Antonia Domingo-Salvany, Health Services Research Unit, Institut Municipal d'Investigació Mèdica (IMIM), Dr Aiguader 88, E-08003 Barcelona, Spain. E-mail: adomingo@imim.es

ABSTRACT

Aims  To examine the psychiatric status of young cocaine users using a validated instrument for the evaluation of psychiatric comorbidity, emphasizing the distinction between independent and induced psychiatric conditions.

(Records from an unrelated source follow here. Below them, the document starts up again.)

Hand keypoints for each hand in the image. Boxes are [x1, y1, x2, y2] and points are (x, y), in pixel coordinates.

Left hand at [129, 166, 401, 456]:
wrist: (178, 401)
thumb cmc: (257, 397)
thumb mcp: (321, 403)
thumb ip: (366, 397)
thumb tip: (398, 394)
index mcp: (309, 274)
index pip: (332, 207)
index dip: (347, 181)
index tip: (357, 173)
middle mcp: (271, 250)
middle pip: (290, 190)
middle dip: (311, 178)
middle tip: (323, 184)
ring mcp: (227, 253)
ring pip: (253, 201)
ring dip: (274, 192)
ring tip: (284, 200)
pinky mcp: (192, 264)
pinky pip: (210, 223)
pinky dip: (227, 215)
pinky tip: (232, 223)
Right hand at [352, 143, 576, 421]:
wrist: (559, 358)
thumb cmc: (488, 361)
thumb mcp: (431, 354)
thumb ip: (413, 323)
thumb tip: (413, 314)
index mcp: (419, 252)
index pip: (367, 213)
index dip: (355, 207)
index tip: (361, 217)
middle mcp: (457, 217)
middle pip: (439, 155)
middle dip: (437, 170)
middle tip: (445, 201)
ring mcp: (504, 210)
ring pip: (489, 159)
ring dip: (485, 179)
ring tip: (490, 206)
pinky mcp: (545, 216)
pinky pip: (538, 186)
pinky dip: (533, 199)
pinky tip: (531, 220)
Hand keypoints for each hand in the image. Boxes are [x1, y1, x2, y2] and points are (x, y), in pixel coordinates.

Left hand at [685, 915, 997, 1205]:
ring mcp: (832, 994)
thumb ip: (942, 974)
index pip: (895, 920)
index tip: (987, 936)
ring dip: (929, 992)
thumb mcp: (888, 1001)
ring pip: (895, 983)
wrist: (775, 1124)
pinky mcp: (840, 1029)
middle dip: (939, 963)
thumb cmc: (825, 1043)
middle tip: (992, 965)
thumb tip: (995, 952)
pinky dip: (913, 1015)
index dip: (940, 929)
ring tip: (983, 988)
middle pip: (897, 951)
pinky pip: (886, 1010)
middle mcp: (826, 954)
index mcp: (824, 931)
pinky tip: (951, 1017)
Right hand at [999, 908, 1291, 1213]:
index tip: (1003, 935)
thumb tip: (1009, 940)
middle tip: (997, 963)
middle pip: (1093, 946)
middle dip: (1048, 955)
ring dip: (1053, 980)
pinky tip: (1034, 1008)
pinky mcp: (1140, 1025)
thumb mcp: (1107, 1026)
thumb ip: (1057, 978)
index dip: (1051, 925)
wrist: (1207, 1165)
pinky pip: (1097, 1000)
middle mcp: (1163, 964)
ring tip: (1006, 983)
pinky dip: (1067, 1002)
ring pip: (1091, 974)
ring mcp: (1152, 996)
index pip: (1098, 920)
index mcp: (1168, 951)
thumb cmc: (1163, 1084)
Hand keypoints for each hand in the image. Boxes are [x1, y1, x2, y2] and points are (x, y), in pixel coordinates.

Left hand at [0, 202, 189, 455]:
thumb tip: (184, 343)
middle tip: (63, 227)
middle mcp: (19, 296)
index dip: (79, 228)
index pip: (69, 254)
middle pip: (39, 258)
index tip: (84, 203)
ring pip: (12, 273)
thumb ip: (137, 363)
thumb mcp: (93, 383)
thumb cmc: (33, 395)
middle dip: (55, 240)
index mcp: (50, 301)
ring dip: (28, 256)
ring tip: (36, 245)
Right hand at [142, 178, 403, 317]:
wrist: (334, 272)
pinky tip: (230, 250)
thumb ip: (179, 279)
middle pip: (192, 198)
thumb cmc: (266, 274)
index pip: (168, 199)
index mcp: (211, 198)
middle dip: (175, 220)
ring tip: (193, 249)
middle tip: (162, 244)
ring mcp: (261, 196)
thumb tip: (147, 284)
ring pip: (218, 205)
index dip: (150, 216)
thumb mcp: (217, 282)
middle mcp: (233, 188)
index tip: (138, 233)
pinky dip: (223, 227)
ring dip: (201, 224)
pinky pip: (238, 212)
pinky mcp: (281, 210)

Design  Cross-sectional study.

Setting  Barcelona, Spain.

Participants  A cohort of 139 young (18–30 years) adult current regular cocaine users.

Measurements  The Psychiatric Research Interview for Substance and Mental Disorders (PRISM-IV, which produces diagnoses according to DSM-IV criteria, including Axis II antisocial and borderline personality disorders).

Findings  Nearly 42.5% of the subjects presented psychiatric comorbidity. The most common Axis I diagnoses were mood disorders (26.6%) and anxiety disorders (13%). Increasing age, having ever received treatment for drug use and freebase cocaine use were associated with substance-induced disorders diagnoses relative to primary Axis I disorders.

Conclusions  This study has shown a relatively high prevalence of psychiatric comorbidity in cocaine users recruited in non-clinical settings. Future studies examining potential differential factors associated with primary versus substance-induced disorders are necessary to optimize the implementation of more suitable approaching programmes for young regular cocaine users.